* AIM OF THE EXERCISE *
Some lines in the entries contain the word "京善原目線". Copy all of them.

[[ SOURCE DATA open ]]

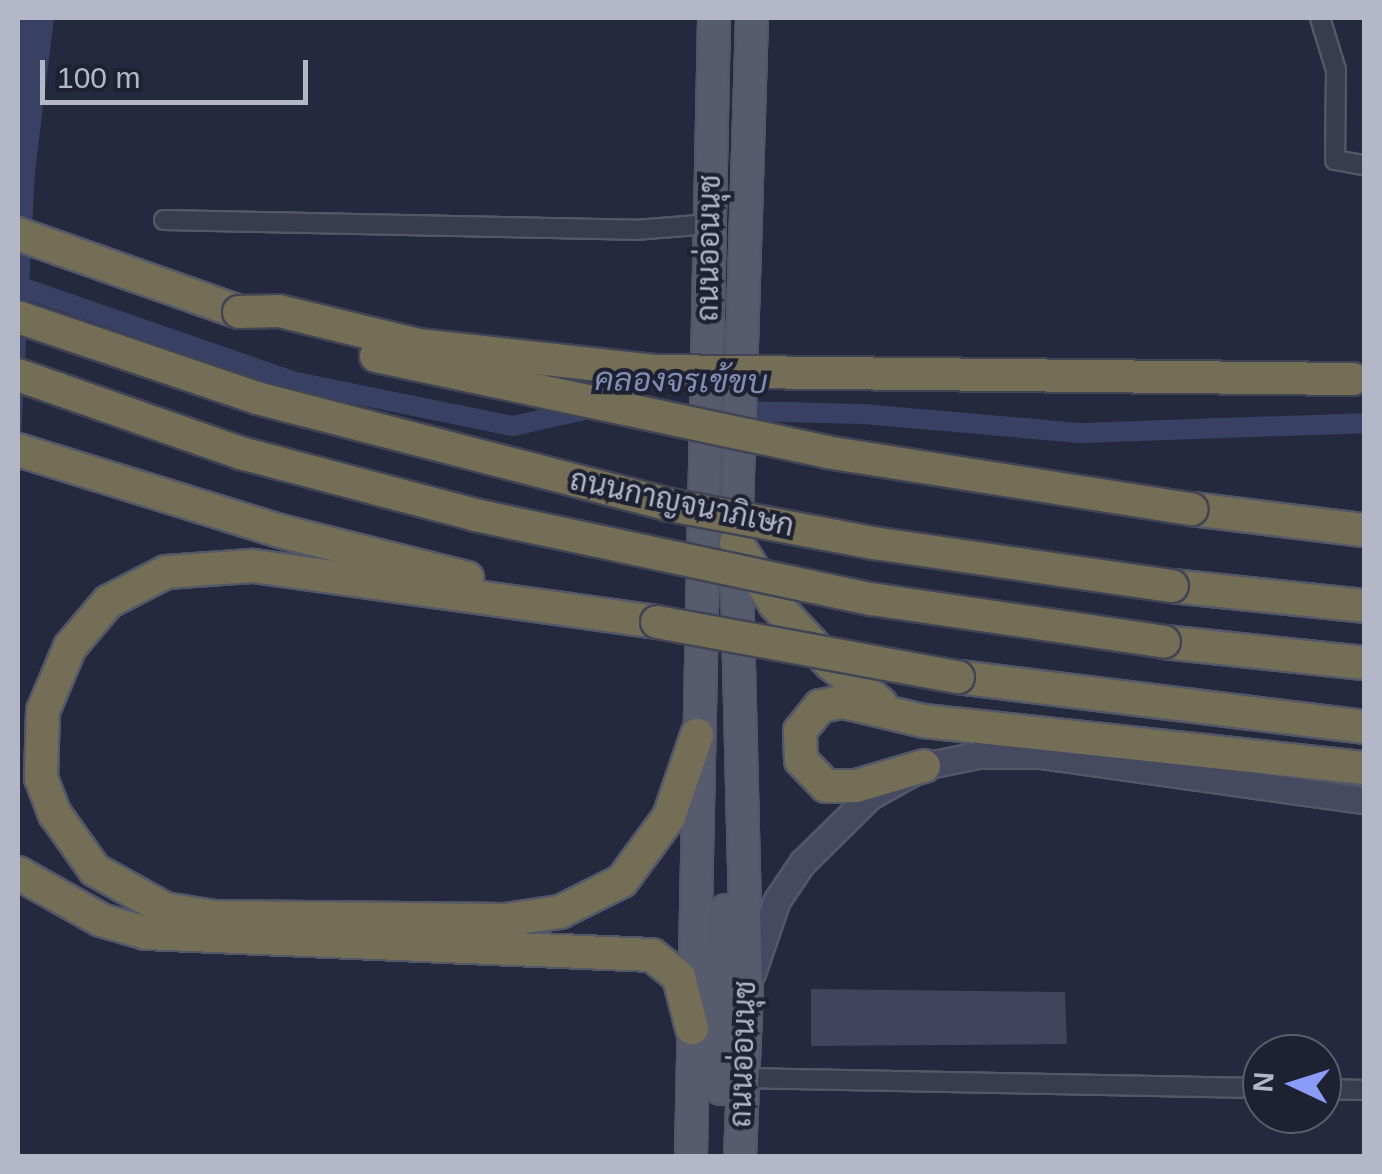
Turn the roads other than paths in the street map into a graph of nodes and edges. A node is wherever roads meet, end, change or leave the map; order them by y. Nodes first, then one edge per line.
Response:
1 (714, 18) edge
2 (1320, 18) edge
3 (755, 21) edge
4 (1364, 165) edge
5 (164, 220) dead end
6 (710, 224) junction
7 (18, 234) edge
8 (239, 312) junction
9 (18, 317) edge
10 (18, 375) edge
11 (1359, 377) edge
12 (18, 450) edge
13 (1364, 530) edge
14 (736, 542) junction
15 (1364, 606) edge
16 (657, 622) junction
17 (738, 652) junction
18 (700, 658) junction
19 (1364, 662) edge
20 (898, 715) junction
21 (1364, 728) edge
22 (729, 729) junction
23 (696, 736) junction
24 (924, 766) junction
25 (1364, 768) edge
26 (1364, 800) edge
27 (18, 873) edge
28 (156, 921) junction
29 (747, 992) junction
30 (692, 1028) junction
31 (742, 1078) junction
32 (1242, 1088) edge
33 (691, 1156) edge
34 (720, 1156) edge
35 (740, 1156) edge

1 - 6 main road, ถนนอ่อนนุช
2 - 4 street
3 - 14 main road, ถนนอ่อนนุช, bridge
5 - 6 street
6 - 18 main road, ถนนอ่อนนุช, bridge
7 - 8 highway
8 - 11 highway, bridge
8 - 13 highway, bridge
9 - 15 highway, ถนนกาญจนาภิเษก, bridge
10 - 19 highway, ถนนกาญจนาภิเษก, bridge
12 - 16 highway
14 - 17 main road, ถนนอ่อนนุช
14 - 20 highway
16 - 21 highway, bridge
16 - 28 highway
17 - 22 main road, ถนนอ่อนนุช
17 - 29 main road, ถนนอ่อนนุช
18 - 22 main road, ถนนอ่อนนุช
18 - 23 main road, ถนนอ่อนนุช
20 - 24 highway
20 - 25 highway
22 - 34 main road, ถนนอ่อนนุช
23 - 28 highway
23 - 30 main road, ถนนอ่อนนุช
24 - 26 main road
24 - 29 main road
27 - 28 highway
28 - 30 highway
29 - 31 main road, ถนนอ่อนนุช
30 - 33 main road, ถนนอ่อนนุช
31 - 32 street
31 - 35 main road, ถนนอ่อนนุช

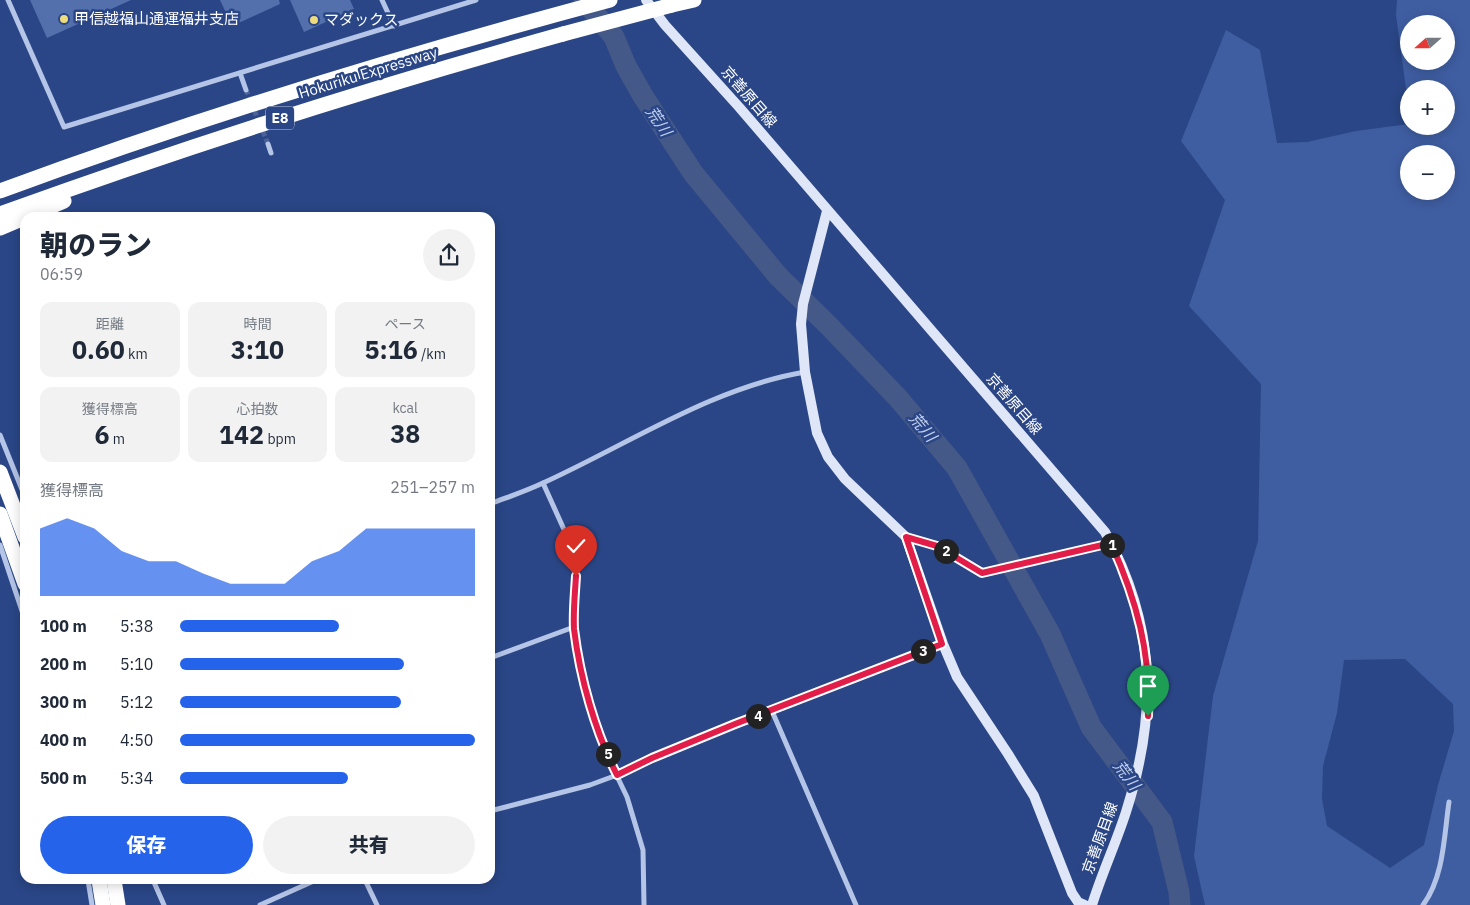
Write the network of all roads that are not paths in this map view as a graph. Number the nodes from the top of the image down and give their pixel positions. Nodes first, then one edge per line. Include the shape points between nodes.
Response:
1 (8, 0) edge
2 (382, 0) edge
3 (476, 0) edge
4 (610, 0) edge
5 (646, 0) edge
6 (694, 0) edge
7 (394, 26) junction
8 (240, 73) junction
9 (246, 90) tunnel mouth
10 (244, 130) junction
11 (268, 144) tunnel mouth
12 (126, 146) junction
13 (271, 153) dead end
14 (0, 184) edge
15 (0, 191) edge
16 (827, 210) junction
17 (38, 212) edge
18 (0, 214) edge
19 (20, 220) edge
20 (0, 228) edge
21 (806, 372) junction
22 (0, 435) edge
23 (0, 472) edge
24 (543, 483) junction
25 (20, 485) edge
26 (495, 502) edge
27 (0, 514) edge
28 (20, 524) edge
29 (906, 537) junction
30 (1111, 543) junction
31 (0, 545) edge
32 (20, 570) edge
33 (20, 605) edge
34 (574, 627) junction
35 (942, 644) junction
36 (495, 656) edge
37 (772, 711) junction
38 (617, 775) junction
39 (1449, 802) dead end
40 (495, 810) edge
41 (89, 884) edge
42 (100, 884) edge
43 (115, 884) edge
44 (155, 884) edge
45 (307, 884) edge
46 (367, 884) edge
47 (92, 905) edge
48 (103, 905) edge
49 (118, 905) edge
50 (164, 905) edge
51 (260, 905) edge
52 (377, 905) edge
53 (644, 905) edge
54 (856, 905) edge
55 (1085, 905) edge
56 (1092, 905) edge
57 (1423, 905) edge

1 - 8 street via 64,127
2 - 7 street
3 - 7 street
4 - 12 highway, Hokuriku Expressway / E8 via 372,68
5 - 16 main road, 京善原目線
6 - 10 highway, Hokuriku Expressway / E8, bridge via 468,60
7 - 8 street
8 - 9 street
10 - 17 highway
10 - 18 highway, Hokuriku Expressway / E8
11 - 13 street
12 - 14 highway
12 - 15 highway, Hokuriku Expressway
16 - 21 main road via 803,304 801,324
16 - 30 main road, 京善原目線 via 1105,532
19 - 20 highway
21 - 24 street via 739,389 664,422
21 - 29 main road via 817,433 828,457 845,479
22 - 25 street
23 - 28 highway
24 - 26 street
24 - 34 street via 571,545 576,576
27 - 32 highway
29 - 30 street via 937,546 982,573
29 - 35 main road
30 - 56 main road, 京善原目線 via 1136,606 1144,643 1148,716 1139,765 1119,833
31 - 33 street
34 - 36 street
34 - 38 street via 592,712
35 - 37 street
35 - 55 main road via 957,677 1034,796 1072,893 1078,902
37 - 38 street
37 - 54 street
38 - 40 street
38 - 53 street via 643,850
39 - 57 street via 1439,872
41 - 47 street
42 - 48 highway
43 - 49 highway
44 - 50 street
45 - 51 street
46 - 52 street

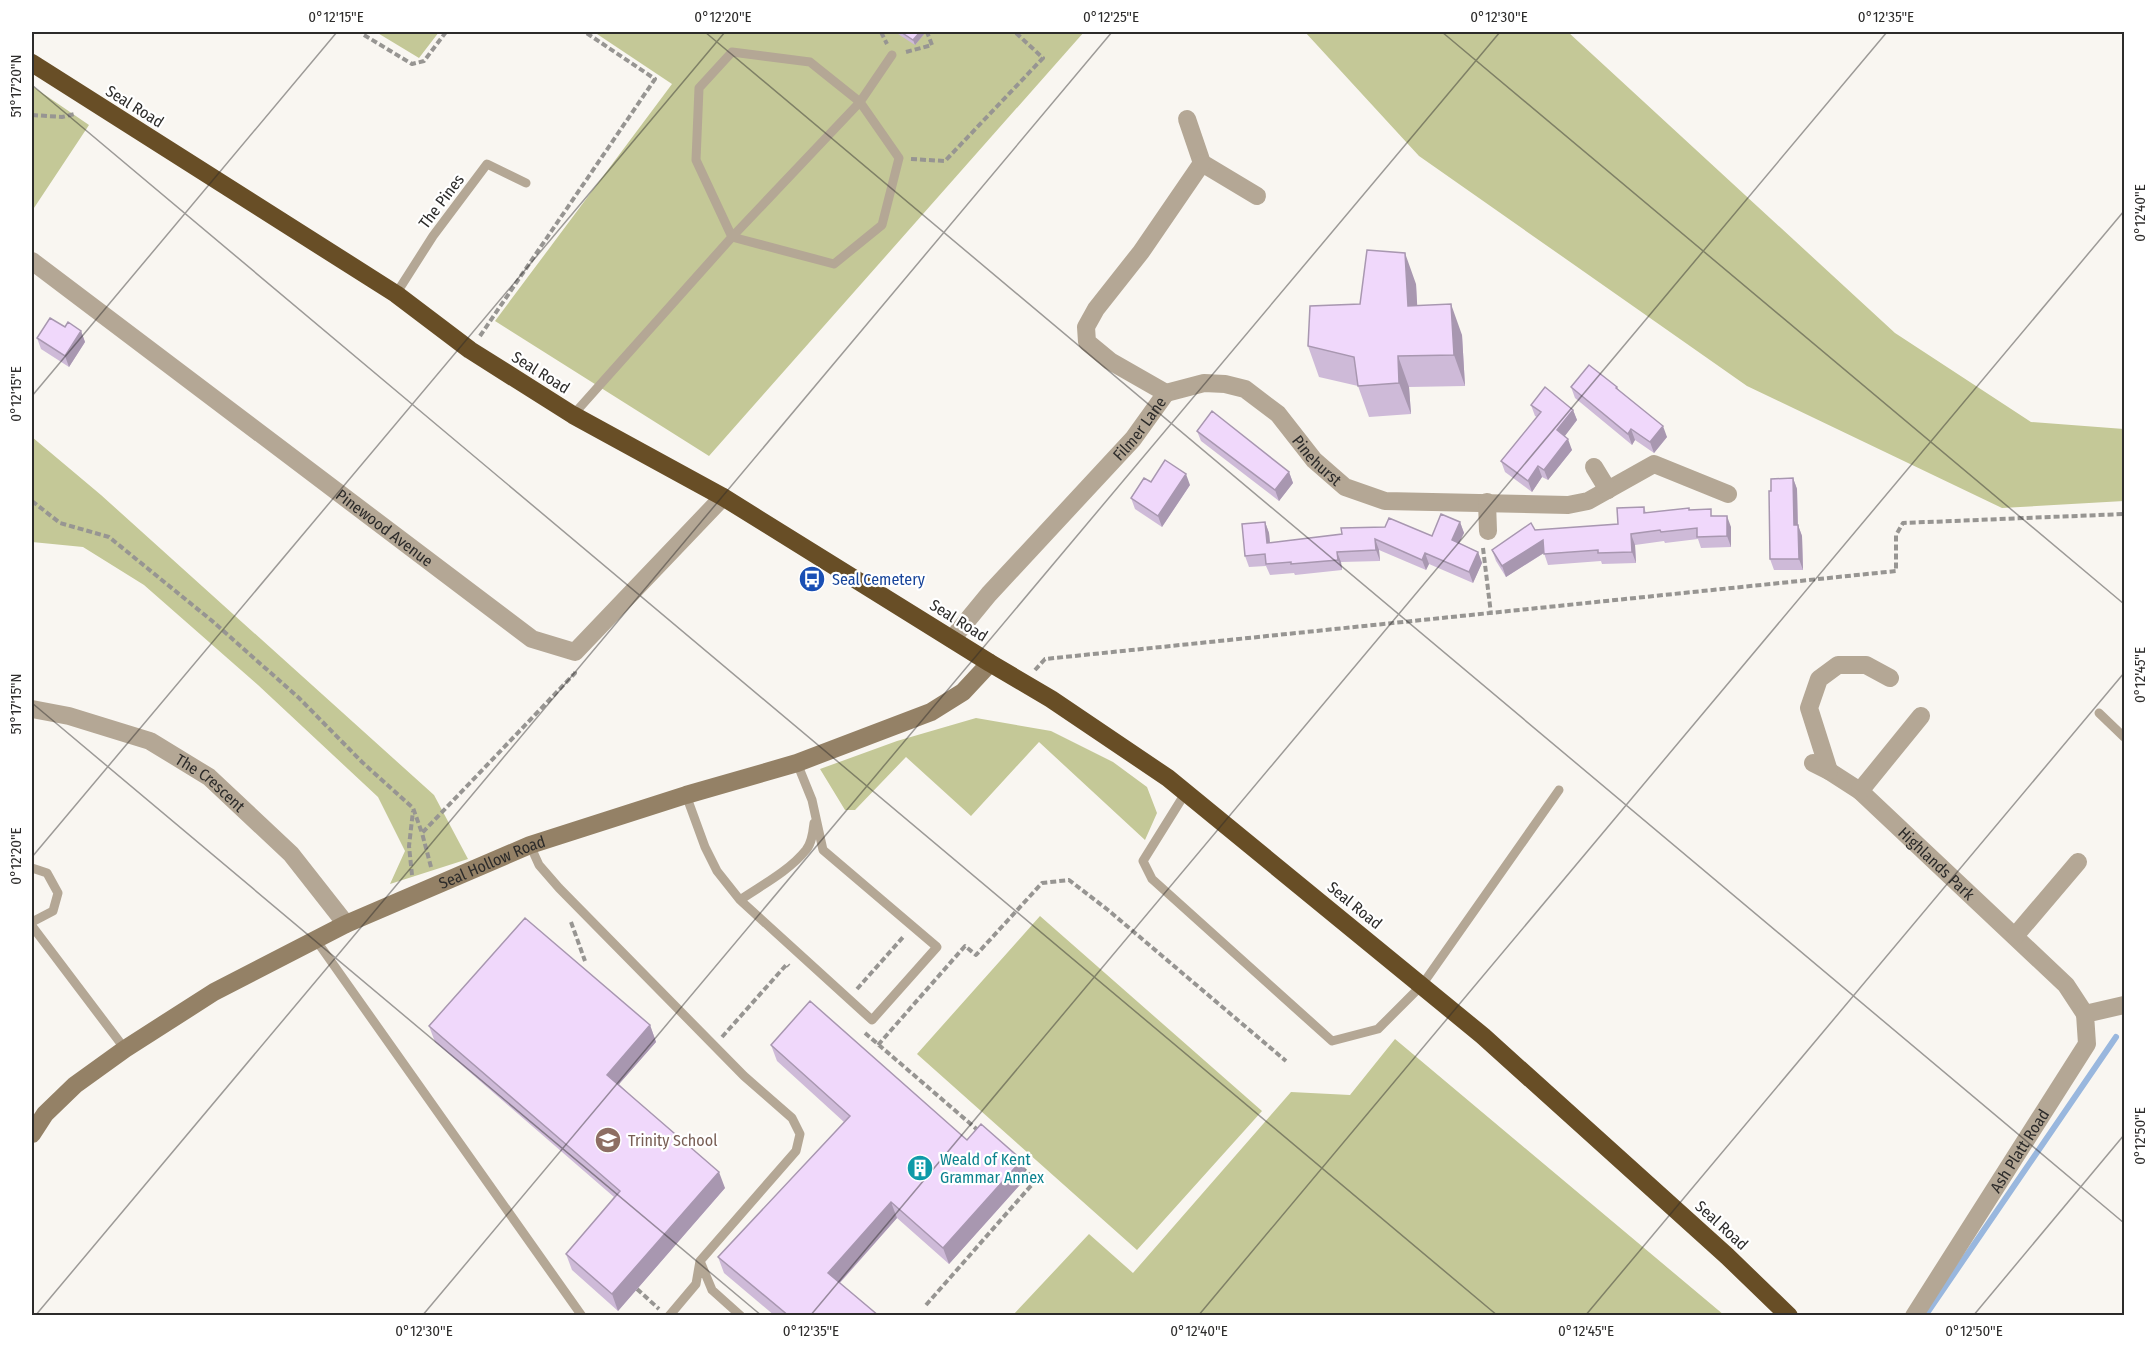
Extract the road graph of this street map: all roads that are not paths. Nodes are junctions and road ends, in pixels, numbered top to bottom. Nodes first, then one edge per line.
1 (892, 55) road end
2 (32, 63) edge
3 (860, 102) junction
4 (1187, 119) dead end
5 (1202, 163) junction
6 (526, 183) dead end
7 (1257, 196) dead end
8 (732, 237) junction
9 (32, 261) edge
10 (396, 294) junction
11 (1166, 393) junction
12 (573, 415) junction
13 (1594, 467) dead end
14 (1608, 490) junction
15 (1728, 494) dead end
16 (723, 497) junction
17 (1487, 502) junction
18 (1488, 531) road end
19 (952, 639) junction
20 (990, 663) junction
21 (1890, 678) dead end
22 (32, 709) edge
23 (2099, 713) dead end
24 (1921, 716) dead end
25 (2124, 737) edge
26 (797, 763) junction
27 (1559, 790) dead end
28 (1860, 791) junction
29 (1186, 792) junction
30 (686, 795) junction
31 (815, 817) junction
32 (530, 845) junction
33 (2078, 862) dead end
34 (32, 868) edge
35 (740, 900) junction
36 (32, 924) edge
37 (346, 924) junction
38 (2015, 936) junction
39 (316, 940) junction
40 (1422, 985) junction
41 (2124, 1005) edge
42 (2085, 1014) junction
43 (125, 1049) junction
44 (32, 1134) edge
45 (700, 1261) junction
46 (582, 1316) edge
47 (668, 1316) edge
48 (741, 1316) edge
49 (1789, 1316) edge
50 (1914, 1316) edge

1 - 3 lane
2 - 10 highway, Seal Road
3 - 8 lane
3 - 8 lane
3 - 8 lane
4 - 5 street
5 - 7 street
5 - 11 street, Filmer Lane
6 - 10 lane, The Pines
8 - 12 lane
9 - 16 street, Pinewood Avenue
10 - 12 highway, Seal Road
11 - 17 street, Pinehurst
11 - 19 street, Filmer Lane
12 - 16 highway, Seal Road
13 - 14 street
14 - 15 street, Pinehurst
14 - 17 street, Pinehurst
16 - 19 highway, Seal Road
17 - 18 street
19 - 20 highway, Seal Road
20 - 26 main road, Seal Hollow Road
20 - 29 highway, Seal Road
21 - 28 street, Highlands Park
22 - 37 street, The Crescent
23 - 25 lane
24 - 28 street
26 - 30 main road, Seal Hollow Road
26 - 31 lane
27 - 40 lane
28 - 38 street, Highlands Park
29 - 40 highway, Seal Road
29 - 40 lane
30 - 32 main road, Seal Hollow Road
30 - 35 lane
31 - 35 lane
31 - 35 lane
32 - 37 main road, Seal Hollow Road
32 - 45 lane
33 - 38 street
34 - 36 lane
36 - 43 lane
37 - 39 main road, Seal Hollow Road
38 - 42 street, Highlands Park
39 - 43 main road, Seal Hollow Road
39 - 46 lane
40 - 49 highway, Seal Road
41 - 42 street
42 - 50 street, Ash Platt Road
43 - 44 main road, Seal Hollow Road
45 - 47 lane
45 - 48 lane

[[ SOURCE DATA closed ]]

* OUTPUT BELOW *
5 - 16 main road, 京善原目線
16 - 30 main road, 京善原目線 via 1105,532
30 - 56 main road, 京善原目線 via 1136,606 1144,643 1148,716 1139,765 1119,833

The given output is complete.